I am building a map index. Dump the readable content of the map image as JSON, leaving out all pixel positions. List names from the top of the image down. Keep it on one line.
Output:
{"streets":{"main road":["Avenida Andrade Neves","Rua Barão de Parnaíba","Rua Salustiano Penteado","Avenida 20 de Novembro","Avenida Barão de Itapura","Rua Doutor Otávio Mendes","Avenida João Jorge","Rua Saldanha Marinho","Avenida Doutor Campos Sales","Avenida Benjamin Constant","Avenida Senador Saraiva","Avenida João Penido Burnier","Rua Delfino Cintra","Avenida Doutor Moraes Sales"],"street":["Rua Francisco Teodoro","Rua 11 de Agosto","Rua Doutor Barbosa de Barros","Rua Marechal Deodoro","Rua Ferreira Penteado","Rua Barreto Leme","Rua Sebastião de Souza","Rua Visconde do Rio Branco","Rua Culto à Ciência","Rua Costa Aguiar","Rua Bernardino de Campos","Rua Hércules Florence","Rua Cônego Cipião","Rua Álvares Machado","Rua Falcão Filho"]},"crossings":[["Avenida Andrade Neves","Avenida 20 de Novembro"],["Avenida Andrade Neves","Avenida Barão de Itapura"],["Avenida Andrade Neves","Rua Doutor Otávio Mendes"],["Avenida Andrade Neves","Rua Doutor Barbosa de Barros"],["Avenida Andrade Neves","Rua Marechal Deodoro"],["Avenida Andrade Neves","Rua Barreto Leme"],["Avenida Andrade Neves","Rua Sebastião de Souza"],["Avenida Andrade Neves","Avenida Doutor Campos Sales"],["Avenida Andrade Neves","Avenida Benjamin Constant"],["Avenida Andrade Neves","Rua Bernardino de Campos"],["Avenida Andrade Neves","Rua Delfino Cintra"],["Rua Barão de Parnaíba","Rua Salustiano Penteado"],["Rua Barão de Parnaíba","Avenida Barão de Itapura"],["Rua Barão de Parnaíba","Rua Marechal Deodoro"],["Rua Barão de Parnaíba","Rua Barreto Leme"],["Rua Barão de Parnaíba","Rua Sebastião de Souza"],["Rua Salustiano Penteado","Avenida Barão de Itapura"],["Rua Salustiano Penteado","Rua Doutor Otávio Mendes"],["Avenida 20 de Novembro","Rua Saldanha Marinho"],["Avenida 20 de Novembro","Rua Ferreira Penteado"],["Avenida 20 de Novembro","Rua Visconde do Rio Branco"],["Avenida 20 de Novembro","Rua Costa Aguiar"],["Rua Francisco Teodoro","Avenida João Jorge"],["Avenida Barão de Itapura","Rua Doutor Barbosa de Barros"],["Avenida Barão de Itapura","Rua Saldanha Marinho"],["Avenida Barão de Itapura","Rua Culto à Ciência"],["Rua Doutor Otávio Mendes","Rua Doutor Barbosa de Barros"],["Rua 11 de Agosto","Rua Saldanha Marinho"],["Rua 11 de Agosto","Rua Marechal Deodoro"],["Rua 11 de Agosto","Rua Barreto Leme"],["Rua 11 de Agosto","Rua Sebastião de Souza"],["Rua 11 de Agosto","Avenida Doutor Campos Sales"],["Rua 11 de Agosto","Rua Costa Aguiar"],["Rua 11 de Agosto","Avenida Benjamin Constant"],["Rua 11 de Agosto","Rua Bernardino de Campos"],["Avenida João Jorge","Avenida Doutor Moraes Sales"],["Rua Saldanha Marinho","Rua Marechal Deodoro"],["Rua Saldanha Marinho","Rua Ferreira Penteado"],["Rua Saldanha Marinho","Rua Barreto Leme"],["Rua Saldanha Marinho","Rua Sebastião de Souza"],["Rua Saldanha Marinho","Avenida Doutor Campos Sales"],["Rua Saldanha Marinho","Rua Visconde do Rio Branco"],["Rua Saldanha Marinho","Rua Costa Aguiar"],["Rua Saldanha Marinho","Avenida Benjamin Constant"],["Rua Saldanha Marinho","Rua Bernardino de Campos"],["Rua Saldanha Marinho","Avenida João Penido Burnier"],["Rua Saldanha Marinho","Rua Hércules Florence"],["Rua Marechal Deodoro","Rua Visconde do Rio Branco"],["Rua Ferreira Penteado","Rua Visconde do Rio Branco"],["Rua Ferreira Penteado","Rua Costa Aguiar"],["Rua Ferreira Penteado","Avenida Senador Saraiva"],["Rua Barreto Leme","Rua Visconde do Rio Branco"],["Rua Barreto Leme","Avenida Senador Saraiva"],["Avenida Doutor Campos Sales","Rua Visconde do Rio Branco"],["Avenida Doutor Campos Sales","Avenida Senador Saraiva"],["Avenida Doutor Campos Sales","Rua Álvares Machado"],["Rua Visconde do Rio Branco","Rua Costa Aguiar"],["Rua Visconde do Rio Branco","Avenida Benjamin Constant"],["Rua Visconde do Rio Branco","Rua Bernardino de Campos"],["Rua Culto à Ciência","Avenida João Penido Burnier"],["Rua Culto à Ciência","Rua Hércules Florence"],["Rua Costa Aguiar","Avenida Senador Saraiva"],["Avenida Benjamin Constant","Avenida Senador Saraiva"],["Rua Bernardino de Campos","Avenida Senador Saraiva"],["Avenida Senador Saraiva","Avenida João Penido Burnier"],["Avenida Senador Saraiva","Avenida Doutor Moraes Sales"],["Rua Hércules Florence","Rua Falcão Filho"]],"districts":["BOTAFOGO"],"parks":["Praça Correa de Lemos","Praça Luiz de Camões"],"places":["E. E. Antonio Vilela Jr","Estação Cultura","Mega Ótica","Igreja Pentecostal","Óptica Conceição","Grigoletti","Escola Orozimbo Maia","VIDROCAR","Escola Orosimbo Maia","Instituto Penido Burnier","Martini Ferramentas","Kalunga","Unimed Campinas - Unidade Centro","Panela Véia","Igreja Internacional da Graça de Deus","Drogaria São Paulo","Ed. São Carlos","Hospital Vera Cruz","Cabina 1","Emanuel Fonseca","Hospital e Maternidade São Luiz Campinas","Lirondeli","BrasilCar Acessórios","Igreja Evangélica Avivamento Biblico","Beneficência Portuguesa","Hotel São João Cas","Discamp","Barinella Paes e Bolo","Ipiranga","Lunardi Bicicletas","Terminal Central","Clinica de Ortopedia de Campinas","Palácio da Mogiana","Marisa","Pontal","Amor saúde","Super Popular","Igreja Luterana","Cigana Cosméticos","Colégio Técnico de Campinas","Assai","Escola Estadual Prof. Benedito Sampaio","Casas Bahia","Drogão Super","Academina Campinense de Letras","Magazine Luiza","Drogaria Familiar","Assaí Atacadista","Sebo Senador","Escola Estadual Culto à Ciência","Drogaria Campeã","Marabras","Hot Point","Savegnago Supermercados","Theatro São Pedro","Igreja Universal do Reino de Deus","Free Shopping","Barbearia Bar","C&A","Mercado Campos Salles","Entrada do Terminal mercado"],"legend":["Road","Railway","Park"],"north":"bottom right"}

Task description: Would you retype the full listing without altering a single word?

Answer for the task:
I am building a map index. Dump the readable content of the map image as JSON, leaving out all pixel positions. List names from the top of the image down. Keep it on one line.
Output:
{"streets":{"main road":["Avenida Andrade Neves","Rua Barão de Parnaíba","Rua Salustiano Penteado","Avenida 20 de Novembro","Avenida Barão de Itapura","Rua Doutor Otávio Mendes","Avenida João Jorge","Rua Saldanha Marinho","Avenida Doutor Campos Sales","Avenida Benjamin Constant","Avenida Senador Saraiva","Avenida João Penido Burnier","Rua Delfino Cintra","Avenida Doutor Moraes Sales"],"street":["Rua Francisco Teodoro","Rua 11 de Agosto","Rua Doutor Barbosa de Barros","Rua Marechal Deodoro","Rua Ferreira Penteado","Rua Barreto Leme","Rua Sebastião de Souza","Rua Visconde do Rio Branco","Rua Culto à Ciência","Rua Costa Aguiar","Rua Bernardino de Campos","Rua Hércules Florence","Rua Cônego Cipião","Rua Álvares Machado","Rua Falcão Filho"]},"crossings":[["Avenida Andrade Neves","Avenida 20 de Novembro"],["Avenida Andrade Neves","Avenida Barão de Itapura"],["Avenida Andrade Neves","Rua Doutor Otávio Mendes"],["Avenida Andrade Neves","Rua Doutor Barbosa de Barros"],["Avenida Andrade Neves","Rua Marechal Deodoro"],["Avenida Andrade Neves","Rua Barreto Leme"],["Avenida Andrade Neves","Rua Sebastião de Souza"],["Avenida Andrade Neves","Avenida Doutor Campos Sales"],["Avenida Andrade Neves","Avenida Benjamin Constant"],["Avenida Andrade Neves","Rua Bernardino de Campos"],["Avenida Andrade Neves","Rua Delfino Cintra"],["Rua Barão de Parnaíba","Rua Salustiano Penteado"],["Rua Barão de Parnaíba","Avenida Barão de Itapura"],["Rua Barão de Parnaíba","Rua Marechal Deodoro"],["Rua Barão de Parnaíba","Rua Barreto Leme"],["Rua Barão de Parnaíba","Rua Sebastião de Souza"],["Rua Salustiano Penteado","Avenida Barão de Itapura"],["Rua Salustiano Penteado","Rua Doutor Otávio Mendes"],["Avenida 20 de Novembro","Rua Saldanha Marinho"],["Avenida 20 de Novembro","Rua Ferreira Penteado"],["Avenida 20 de Novembro","Rua Visconde do Rio Branco"],["Avenida 20 de Novembro","Rua Costa Aguiar"],["Rua Francisco Teodoro","Avenida João Jorge"],["Avenida Barão de Itapura","Rua Doutor Barbosa de Barros"],["Avenida Barão de Itapura","Rua Saldanha Marinho"],["Avenida Barão de Itapura","Rua Culto à Ciência"],["Rua Doutor Otávio Mendes","Rua Doutor Barbosa de Barros"],["Rua 11 de Agosto","Rua Saldanha Marinho"],["Rua 11 de Agosto","Rua Marechal Deodoro"],["Rua 11 de Agosto","Rua Barreto Leme"],["Rua 11 de Agosto","Rua Sebastião de Souza"],["Rua 11 de Agosto","Avenida Doutor Campos Sales"],["Rua 11 de Agosto","Rua Costa Aguiar"],["Rua 11 de Agosto","Avenida Benjamin Constant"],["Rua 11 de Agosto","Rua Bernardino de Campos"],["Avenida João Jorge","Avenida Doutor Moraes Sales"],["Rua Saldanha Marinho","Rua Marechal Deodoro"],["Rua Saldanha Marinho","Rua Ferreira Penteado"],["Rua Saldanha Marinho","Rua Barreto Leme"],["Rua Saldanha Marinho","Rua Sebastião de Souza"],["Rua Saldanha Marinho","Avenida Doutor Campos Sales"],["Rua Saldanha Marinho","Rua Visconde do Rio Branco"],["Rua Saldanha Marinho","Rua Costa Aguiar"],["Rua Saldanha Marinho","Avenida Benjamin Constant"],["Rua Saldanha Marinho","Rua Bernardino de Campos"],["Rua Saldanha Marinho","Avenida João Penido Burnier"],["Rua Saldanha Marinho","Rua Hércules Florence"],["Rua Marechal Deodoro","Rua Visconde do Rio Branco"],["Rua Ferreira Penteado","Rua Visconde do Rio Branco"],["Rua Ferreira Penteado","Rua Costa Aguiar"],["Rua Ferreira Penteado","Avenida Senador Saraiva"],["Rua Barreto Leme","Rua Visconde do Rio Branco"],["Rua Barreto Leme","Avenida Senador Saraiva"],["Avenida Doutor Campos Sales","Rua Visconde do Rio Branco"],["Avenida Doutor Campos Sales","Avenida Senador Saraiva"],["Avenida Doutor Campos Sales","Rua Álvares Machado"],["Rua Visconde do Rio Branco","Rua Costa Aguiar"],["Rua Visconde do Rio Branco","Avenida Benjamin Constant"],["Rua Visconde do Rio Branco","Rua Bernardino de Campos"],["Rua Culto à Ciência","Avenida João Penido Burnier"],["Rua Culto à Ciência","Rua Hércules Florence"],["Rua Costa Aguiar","Avenida Senador Saraiva"],["Avenida Benjamin Constant","Avenida Senador Saraiva"],["Rua Bernardino de Campos","Avenida Senador Saraiva"],["Avenida Senador Saraiva","Avenida João Penido Burnier"],["Avenida Senador Saraiva","Avenida Doutor Moraes Sales"],["Rua Hércules Florence","Rua Falcão Filho"]],"districts":["BOTAFOGO"],"parks":["Praça Correa de Lemos","Praça Luiz de Camões"],"places":["E. E. Antonio Vilela Jr","Estação Cultura","Mega Ótica","Igreja Pentecostal","Óptica Conceição","Grigoletti","Escola Orozimbo Maia","VIDROCAR","Escola Orosimbo Maia","Instituto Penido Burnier","Martini Ferramentas","Kalunga","Unimed Campinas - Unidade Centro","Panela Véia","Igreja Internacional da Graça de Deus","Drogaria São Paulo","Ed. São Carlos","Hospital Vera Cruz","Cabina 1","Emanuel Fonseca","Hospital e Maternidade São Luiz Campinas","Lirondeli","BrasilCar Acessórios","Igreja Evangélica Avivamento Biblico","Beneficência Portuguesa","Hotel São João Cas","Discamp","Barinella Paes e Bolo","Ipiranga","Lunardi Bicicletas","Terminal Central","Clinica de Ortopedia de Campinas","Palácio da Mogiana","Marisa","Pontal","Amor saúde","Super Popular","Igreja Luterana","Cigana Cosméticos","Colégio Técnico de Campinas","Assai","Escola Estadual Prof. Benedito Sampaio","Casas Bahia","Drogão Super","Academina Campinense de Letras","Magazine Luiza","Drogaria Familiar","Assaí Atacadista","Sebo Senador","Escola Estadual Culto à Ciência","Drogaria Campeã","Marabras","Hot Point","Savegnago Supermercados","Theatro São Pedro","Igreja Universal do Reino de Deus","Free Shopping","Barbearia Bar","C&A","Mercado Campos Salles","Entrada do Terminal mercado"],"legend":["Road","Railway","Park"],"north":"bottom right"}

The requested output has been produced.